ModeFormulaUse it for
% of value(X ÷ 100) × YDiscounts, taxes, tips, percentages of a budget
What percent(X ÷ Y) × 100Quiz scores, test coverage, batch yields
% change((Y − X) ÷ |X|) × 100Year-over-year revenue, weight change, stock moves
Increase by %X × (1 + Y/100)Markup, price-after-tax, growth projection
Decrease by %X × (1 − Y/100)Sale price, discount, depreciation
% of what(X × 100) ÷ YReverse calculations: 'tip was $9, that was 18% of what?'

Worked examples

  • Tip on $45 dinner, 18% → "% of value" with X=18, Y=45 → $8.10.
  • Quiz: 27 out of 40 correct → "What percent" with X=27, Y=40 → 67.5%.
  • Sales grew from $12k to $15k → "% change" with X=12000, Y=15000 → +25%.
  • $120 jacket with 20% off → "Decrease by %" with X=120, Y=20 → $96.
  • Bill is $40 after 10% tax → "% of what" with X=40, Y=110 → $36.36 pre-tax.

Common gotchas

  • Going up then down isn't symmetric. +10% then −10% lands at 99%, not 100%. Markdowns from inflated prices are smaller than they look.
  • Percent of a percent. 10% of 50% is 5%, not 60% or 40%. Don't add or subtract percentages without knowing the base.
  • Negative bases. % change is tricky when X is negative — we divide by |X| so the sign of the result still reflects direction.
  • Floating-point answers may show 1.7763568394002505e-15 instead of 0. JavaScript numbers are IEEE-754; that's a feature of the platform.

Avoiding percentage traps

When to reach for it. Use it for everyday percentage-of, percentage-change and reverse-percentage problems where doing the arithmetic by hand invites slips.

When something else is better. It won’t reason about which base is the right one for your problem — that’s a modelling choice you still own.

The pitfall to watch. The biggest trap is a percentage of a percentage: a 10% rise then a 10% fall does not return you to the start. Mind the moving base.

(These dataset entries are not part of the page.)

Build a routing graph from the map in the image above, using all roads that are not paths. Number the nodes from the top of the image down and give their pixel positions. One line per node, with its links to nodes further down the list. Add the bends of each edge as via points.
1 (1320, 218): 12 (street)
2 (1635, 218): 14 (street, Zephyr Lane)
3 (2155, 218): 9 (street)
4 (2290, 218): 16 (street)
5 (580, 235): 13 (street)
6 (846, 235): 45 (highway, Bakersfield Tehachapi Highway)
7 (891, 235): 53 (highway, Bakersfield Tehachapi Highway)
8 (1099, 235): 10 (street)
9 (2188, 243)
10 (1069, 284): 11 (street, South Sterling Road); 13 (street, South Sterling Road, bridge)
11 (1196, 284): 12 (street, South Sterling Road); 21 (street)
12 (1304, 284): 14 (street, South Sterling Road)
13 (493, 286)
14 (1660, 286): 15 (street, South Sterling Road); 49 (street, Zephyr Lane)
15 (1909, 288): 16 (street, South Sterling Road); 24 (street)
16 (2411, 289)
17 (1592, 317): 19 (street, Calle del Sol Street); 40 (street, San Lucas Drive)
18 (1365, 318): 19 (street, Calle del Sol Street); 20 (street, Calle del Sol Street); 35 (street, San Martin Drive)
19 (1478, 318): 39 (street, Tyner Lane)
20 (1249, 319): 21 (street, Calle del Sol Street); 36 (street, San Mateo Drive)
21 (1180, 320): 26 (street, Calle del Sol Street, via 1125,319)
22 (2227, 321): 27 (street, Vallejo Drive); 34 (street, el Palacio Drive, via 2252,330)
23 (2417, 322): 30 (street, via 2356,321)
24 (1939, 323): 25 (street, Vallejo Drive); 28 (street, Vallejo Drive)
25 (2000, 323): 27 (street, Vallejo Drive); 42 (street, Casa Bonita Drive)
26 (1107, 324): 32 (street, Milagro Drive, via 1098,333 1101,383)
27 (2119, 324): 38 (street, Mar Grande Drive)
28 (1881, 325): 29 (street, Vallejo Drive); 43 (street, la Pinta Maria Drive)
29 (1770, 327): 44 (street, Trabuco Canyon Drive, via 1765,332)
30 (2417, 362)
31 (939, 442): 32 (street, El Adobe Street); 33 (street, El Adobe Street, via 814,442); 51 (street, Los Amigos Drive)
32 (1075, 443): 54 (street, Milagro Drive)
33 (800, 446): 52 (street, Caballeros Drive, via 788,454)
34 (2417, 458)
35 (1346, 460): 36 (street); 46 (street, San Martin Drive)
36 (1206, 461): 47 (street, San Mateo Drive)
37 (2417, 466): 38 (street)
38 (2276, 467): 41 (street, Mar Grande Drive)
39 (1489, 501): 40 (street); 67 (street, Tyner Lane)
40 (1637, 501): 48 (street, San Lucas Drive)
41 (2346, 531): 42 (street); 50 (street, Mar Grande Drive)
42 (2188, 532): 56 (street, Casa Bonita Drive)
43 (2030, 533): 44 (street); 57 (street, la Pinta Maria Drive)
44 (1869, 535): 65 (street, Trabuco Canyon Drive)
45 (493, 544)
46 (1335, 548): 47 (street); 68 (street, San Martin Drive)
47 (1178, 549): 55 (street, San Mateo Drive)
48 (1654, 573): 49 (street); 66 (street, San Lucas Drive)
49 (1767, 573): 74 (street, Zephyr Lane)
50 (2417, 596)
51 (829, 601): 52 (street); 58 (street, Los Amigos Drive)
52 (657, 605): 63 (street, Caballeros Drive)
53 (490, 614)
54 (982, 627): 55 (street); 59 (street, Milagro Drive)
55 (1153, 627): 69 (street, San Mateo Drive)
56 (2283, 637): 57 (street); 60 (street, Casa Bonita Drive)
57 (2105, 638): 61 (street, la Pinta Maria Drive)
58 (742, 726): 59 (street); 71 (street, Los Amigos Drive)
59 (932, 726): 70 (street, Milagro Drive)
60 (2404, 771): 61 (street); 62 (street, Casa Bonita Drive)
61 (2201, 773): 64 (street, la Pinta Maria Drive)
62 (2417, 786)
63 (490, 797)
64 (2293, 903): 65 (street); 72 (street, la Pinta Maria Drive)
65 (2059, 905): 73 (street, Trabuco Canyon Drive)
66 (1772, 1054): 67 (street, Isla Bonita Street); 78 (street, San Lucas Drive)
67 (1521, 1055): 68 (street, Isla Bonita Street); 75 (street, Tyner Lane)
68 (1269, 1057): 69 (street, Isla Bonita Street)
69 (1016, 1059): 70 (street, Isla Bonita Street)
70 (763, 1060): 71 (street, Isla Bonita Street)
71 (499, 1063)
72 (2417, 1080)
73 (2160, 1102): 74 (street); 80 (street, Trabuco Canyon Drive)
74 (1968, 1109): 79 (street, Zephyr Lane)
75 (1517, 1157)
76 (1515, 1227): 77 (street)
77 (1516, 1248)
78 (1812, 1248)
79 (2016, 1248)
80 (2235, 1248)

Everything runs on your device. The values you enter are processed locally in this browser tab — EpitomeTool does not send your input to a server, store it, or log it. That means you can use the tool offline once the page has loaded, and refreshing the tab wipes the slate.

Frequently asked questions

Does the calculator send my numbers anywhere?

No. Every formula runs in JavaScript in your browser. Try it in airplane mode — it works identically with no connection.

How is 'percent change' computed?

(new − old) ÷ |old| × 100. A change from 100 to 125 is +25%. A change from 100 to 75 is −25%. We divide by the absolute value of the old number so the sign of the result reflects direction even when old is negative.

Why am I getting NaN or '—'?

Most percentage formulas have a division-by-zero edge case (e.g. 'what % of 0' is undefined). When that happens, the result shows '—' instead of a misleading 0.

How precise are the results?

Up to four decimal places. JavaScript numbers are IEEE-754 doubles, so values with very large or very small magnitudes can show floating-point artifacts (e.g. 0.1 + 0.2 = 0.30000000000000004). For accounting-grade math use a dedicated decimal library.

Is there a way to chain calculations?

Not in this UI — switch tabs to keep each calculation separate. Copy the result you need, paste it into the next mode's input.

What's the difference between 'increase by %' and 'is what % of'?

Increase X by Y% multiplies: 100 + 20% → 120. 'Is what %' divides: 25 is what % of 200 → 12.5%. The first answers 'how much bigger should this be?'; the second answers 'how much of the whole is this?'.